2. Is Patten profitable or unprofitable? If it is profitable, what does the company do that makes it profitable? If profitable, is it likely to remain profitable? If not profitable, why not? If not profitable, will it ever become profitable? Why or why not? Is it cash flow positive or cash flow negative? If cash positive, why? Is it likely to remain cash positive? If cash negative, why? How long is it likely to remain cash negative? What inferences do you draw from Patten’s profits and cash flows?
3. If you ran Patten Corporation, would you be concerned about the company’s current performance? What issues would keep you awake at night?
4. How does Patten recognize revenues?
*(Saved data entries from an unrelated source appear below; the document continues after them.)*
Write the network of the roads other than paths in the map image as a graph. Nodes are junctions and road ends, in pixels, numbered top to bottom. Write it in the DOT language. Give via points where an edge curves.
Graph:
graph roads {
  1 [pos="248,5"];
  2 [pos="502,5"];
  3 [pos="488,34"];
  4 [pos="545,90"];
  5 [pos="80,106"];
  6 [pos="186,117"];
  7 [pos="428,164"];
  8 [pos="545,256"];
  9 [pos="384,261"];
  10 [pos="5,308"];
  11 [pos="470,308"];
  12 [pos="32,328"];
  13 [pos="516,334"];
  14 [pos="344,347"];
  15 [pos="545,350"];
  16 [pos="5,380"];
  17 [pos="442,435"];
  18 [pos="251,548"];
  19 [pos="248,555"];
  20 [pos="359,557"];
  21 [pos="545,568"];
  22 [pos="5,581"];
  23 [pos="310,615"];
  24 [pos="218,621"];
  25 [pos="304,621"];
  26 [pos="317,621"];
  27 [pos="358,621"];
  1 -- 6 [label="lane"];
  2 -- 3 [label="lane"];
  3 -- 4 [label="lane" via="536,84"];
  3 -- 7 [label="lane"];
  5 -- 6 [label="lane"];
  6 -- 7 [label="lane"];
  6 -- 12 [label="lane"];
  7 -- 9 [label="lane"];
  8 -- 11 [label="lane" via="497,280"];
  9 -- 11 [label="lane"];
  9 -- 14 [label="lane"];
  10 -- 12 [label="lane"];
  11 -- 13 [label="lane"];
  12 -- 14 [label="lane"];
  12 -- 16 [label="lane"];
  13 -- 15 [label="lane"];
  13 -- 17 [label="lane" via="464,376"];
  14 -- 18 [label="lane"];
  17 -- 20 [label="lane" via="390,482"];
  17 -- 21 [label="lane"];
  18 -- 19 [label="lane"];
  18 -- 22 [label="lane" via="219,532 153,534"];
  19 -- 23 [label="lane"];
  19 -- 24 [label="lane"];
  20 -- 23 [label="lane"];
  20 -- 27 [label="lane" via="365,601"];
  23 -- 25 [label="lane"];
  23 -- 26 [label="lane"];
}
Do you agree or disagree with this revenue recognition policy? If you disagree, what alternative revenue recognition policy would you propose using? Why is the revenue recognition policy you recommend better than Patten’s current revenue recognition policy?
Bridgeton Industries: Automotive Component & Fabrication Plant
This case is a terrific preview to many of the subjects we will discuss in the course. Read the case and work through the following questions to help you get familiar with the numbers. Pay particular attention to question 6.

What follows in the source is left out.